Gulargate was a 2012–2013 political corruption scandal in Azerbaijan involving civil servants and government officials of various levels, serving in positions as high as the National Assembly of Azerbaijan and the Presidential Administration. It flared up on 25 September 2012 after Azerbaijani lawyer and former university rector Elshad Abdullayev (now residing in France) posted a hidden camera video on YouTube showing his meeting with Member of Parliament Gular Ahmadova negotiating a bribe to secure a seat in the National Assembly for Abdullayev in the 2005 parliamentary election. The scandal widened after a series of similar videos involving other officials and other cases of corruption were posted by Abdullayev at later dates, followed by sackings, arrests and deaths of some of those who appeared in the videos.

The name "Gulargate" derives from the first name of now former MP Gular Ahmadova who appeared in the very first video. It was coined by Azerbaijani media on the day following the release of the first video by analogy with the Watergate scandal of the 1970s. The term was later republished and used by English-language media outlets and in the corruption report of the PACE Committee on Legal Affairs and Human Rights. Despite the term coinage, most videos are related to the kidnapping of Elshad Abdullayev's brother Mahir Abdullayev and not to Gular Ahmadova.

==Background==
Elshad Abdullayev, who holds a doctorate degree in jurisprudence, had been known as the rector of the Azerbaijan International University which functioned from 1997 to 2010 and for the last four years was a focus of investigation of the Attorney General's Office over reported cases of corruption and illegal student admission. In 2003, Abdullayev's older brother Mahir Abdullayev, an officer of the Ministry of State Security, was kidnapped, and a state investigation which linked his disappearance to the criminal activity of the gang led by Haji Mammadov did not yield any results.

In 2005, Elshad Abdullayev ran as a candidate from the ruling New Azerbaijan Party for a seat in the National Assembly of Azerbaijan. The results in the Binagadi II constituency which he wished to represent were announced as void and a by-election was scheduled for 2006. However, after being found guilty of bribing potential voters during his campaign, Abdullayev was stripped of his candidacy. Abdullayev, who believed he had in fact won, later blamed "certain powers" who allegedly did not wish for him to find out the truth behind his brother's kidnapping; the information he believed he could have accessed, had he been elected in the parliament. According to him, he had managed to collect information about a "gang of criminals" related to the kidnapping and submitted it to the Ministry of National Security and the Attorney General's Office in 2008 and 2009.

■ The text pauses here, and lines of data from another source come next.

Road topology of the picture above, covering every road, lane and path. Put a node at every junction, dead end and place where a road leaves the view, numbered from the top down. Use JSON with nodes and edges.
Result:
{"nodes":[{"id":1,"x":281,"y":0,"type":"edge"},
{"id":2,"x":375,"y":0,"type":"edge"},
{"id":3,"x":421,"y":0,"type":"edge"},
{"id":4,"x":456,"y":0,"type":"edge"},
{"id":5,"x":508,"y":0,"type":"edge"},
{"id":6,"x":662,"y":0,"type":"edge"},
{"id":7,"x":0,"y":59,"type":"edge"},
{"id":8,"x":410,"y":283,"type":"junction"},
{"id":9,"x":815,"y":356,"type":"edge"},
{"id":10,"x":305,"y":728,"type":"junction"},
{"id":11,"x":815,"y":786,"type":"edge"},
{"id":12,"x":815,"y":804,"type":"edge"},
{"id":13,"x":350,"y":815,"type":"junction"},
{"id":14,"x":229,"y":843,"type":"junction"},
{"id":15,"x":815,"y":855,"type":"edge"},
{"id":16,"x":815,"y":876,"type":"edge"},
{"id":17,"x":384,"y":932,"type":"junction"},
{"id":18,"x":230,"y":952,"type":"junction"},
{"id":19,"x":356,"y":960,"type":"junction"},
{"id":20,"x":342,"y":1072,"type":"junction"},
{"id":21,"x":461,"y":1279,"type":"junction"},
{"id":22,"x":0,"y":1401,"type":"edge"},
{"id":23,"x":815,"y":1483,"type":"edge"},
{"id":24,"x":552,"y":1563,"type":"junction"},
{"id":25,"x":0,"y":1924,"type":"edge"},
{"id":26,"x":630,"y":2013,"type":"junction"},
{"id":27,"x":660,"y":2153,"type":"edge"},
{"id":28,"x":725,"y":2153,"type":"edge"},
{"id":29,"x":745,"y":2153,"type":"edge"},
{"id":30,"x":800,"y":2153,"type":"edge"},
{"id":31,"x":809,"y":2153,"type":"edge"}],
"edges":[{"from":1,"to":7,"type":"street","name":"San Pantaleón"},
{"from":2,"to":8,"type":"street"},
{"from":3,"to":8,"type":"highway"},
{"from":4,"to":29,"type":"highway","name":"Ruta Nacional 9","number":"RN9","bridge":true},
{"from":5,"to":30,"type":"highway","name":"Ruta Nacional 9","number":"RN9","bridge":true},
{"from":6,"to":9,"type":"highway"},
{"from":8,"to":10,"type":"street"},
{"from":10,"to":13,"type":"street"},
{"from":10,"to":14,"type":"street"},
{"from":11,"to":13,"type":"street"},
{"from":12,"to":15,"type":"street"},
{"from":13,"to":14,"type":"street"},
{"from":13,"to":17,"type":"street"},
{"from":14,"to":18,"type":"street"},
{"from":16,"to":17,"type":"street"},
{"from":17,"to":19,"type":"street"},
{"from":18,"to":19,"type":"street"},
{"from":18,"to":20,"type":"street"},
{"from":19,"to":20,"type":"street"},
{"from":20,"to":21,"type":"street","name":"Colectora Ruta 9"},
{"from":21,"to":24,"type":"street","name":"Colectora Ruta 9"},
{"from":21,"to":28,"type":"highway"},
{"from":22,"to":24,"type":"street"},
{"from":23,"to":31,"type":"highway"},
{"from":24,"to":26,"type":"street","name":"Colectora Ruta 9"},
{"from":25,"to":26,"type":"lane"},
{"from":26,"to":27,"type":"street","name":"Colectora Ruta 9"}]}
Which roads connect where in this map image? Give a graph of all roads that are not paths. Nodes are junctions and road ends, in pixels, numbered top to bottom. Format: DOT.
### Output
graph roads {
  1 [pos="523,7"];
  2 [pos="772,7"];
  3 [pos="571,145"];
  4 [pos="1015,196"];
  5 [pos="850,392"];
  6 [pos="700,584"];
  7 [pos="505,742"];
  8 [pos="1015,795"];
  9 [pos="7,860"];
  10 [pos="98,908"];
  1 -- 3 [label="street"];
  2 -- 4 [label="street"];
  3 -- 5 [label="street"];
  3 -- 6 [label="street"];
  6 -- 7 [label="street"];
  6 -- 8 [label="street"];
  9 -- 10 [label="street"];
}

In a 7 December 2012 interview to Radio Liberty, Abdullayev said he had been forced to abandon his plan to win a seat in the parliament back in 2006 under pressure from the Presidential Administration. Abdullayev had allegedly been told that the US Embassy demanded from the government of Azerbaijan that an opposition party candidate be given a chance to win a seat. Since the Musavat party leader Isa Gambar, according to Abdullayev's recount, "could not be let into the parliament", the choice fell on Arzu Samadbeyli who ran from Abdullayev's constituency representing Musavat. The US Embassy in Azerbaijan denied these allegations.

==Video postings==
In September 2012, Elshad Abdullayev appeared with a statement, saying that back in 2005 he had paid 2,000,000 US dollars' worth of a bribe requested from him by the state officials in return for finding his kidnapped brother and securing for Elshad Abdullayev himself a seat in the government in the upcoming parliamentary election. Abdullayev claimed to have paid it to the head of the Presidential Administration Ramiz Mehdiyev and that Member of Parliament Gular Ahmadova served as the intermediary. Abdullayev alleged the officials never acted on the agreement and did not return his money. Following these statements, Ahmadova accused Abdullayev of slander.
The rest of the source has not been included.